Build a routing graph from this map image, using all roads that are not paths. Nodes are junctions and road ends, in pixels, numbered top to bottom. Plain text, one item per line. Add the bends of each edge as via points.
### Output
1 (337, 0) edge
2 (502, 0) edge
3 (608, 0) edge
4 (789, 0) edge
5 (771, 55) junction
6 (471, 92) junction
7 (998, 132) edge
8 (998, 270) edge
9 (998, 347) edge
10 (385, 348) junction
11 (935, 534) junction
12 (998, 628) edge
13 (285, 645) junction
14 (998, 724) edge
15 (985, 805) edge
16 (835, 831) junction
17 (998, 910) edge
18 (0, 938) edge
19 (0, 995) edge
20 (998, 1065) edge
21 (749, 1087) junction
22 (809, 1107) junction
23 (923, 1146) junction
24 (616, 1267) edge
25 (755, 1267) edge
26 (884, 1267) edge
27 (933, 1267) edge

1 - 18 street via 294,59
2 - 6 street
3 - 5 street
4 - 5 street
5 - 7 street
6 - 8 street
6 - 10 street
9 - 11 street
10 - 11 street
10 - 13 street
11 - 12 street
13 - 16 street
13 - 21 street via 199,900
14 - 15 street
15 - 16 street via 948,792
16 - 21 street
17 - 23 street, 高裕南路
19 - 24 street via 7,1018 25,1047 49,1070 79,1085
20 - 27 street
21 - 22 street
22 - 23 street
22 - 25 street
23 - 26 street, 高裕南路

#####

PROBLEM REQUIREMENTS
Nothing may change. Retype all of the entries.

ANSWER AREA
Build a routing graph from this map image, using all roads that are not paths. Nodes are junctions and road ends, in pixels, numbered top to bottom. Plain text, one item per line. Add the bends of each edge as via points.
### Output
1 (337, 0) edge
2 (502, 0) edge
3 (608, 0) edge
4 (789, 0) edge
5 (771, 55) junction
6 (471, 92) junction
7 (998, 132) edge
8 (998, 270) edge
9 (998, 347) edge
10 (385, 348) junction
11 (935, 534) junction
12 (998, 628) edge
13 (285, 645) junction
14 (998, 724) edge
15 (985, 805) edge
16 (835, 831) junction
17 (998, 910) edge
18 (0, 938) edge
19 (0, 995) edge
20 (998, 1065) edge
21 (749, 1087) junction
22 (809, 1107) junction
23 (923, 1146) junction
24 (616, 1267) edge
25 (755, 1267) edge
26 (884, 1267) edge
27 (933, 1267) edge

1 - 18 street via 294,59
2 - 6 street
3 - 5 street
4 - 5 street
5 - 7 street
6 - 8 street
6 - 10 street
9 - 11 street
10 - 11 street
10 - 13 street
11 - 12 street
13 - 16 street
13 - 21 street via 199,900
14 - 15 street
15 - 16 street via 948,792
16 - 21 street
17 - 23 street, 高裕南路
19 - 24 street via 7,1018 25,1047 49,1070 79,1085
20 - 27 street
21 - 22 street
22 - 23 street
22 - 25 street
23 - 26 street, 高裕南路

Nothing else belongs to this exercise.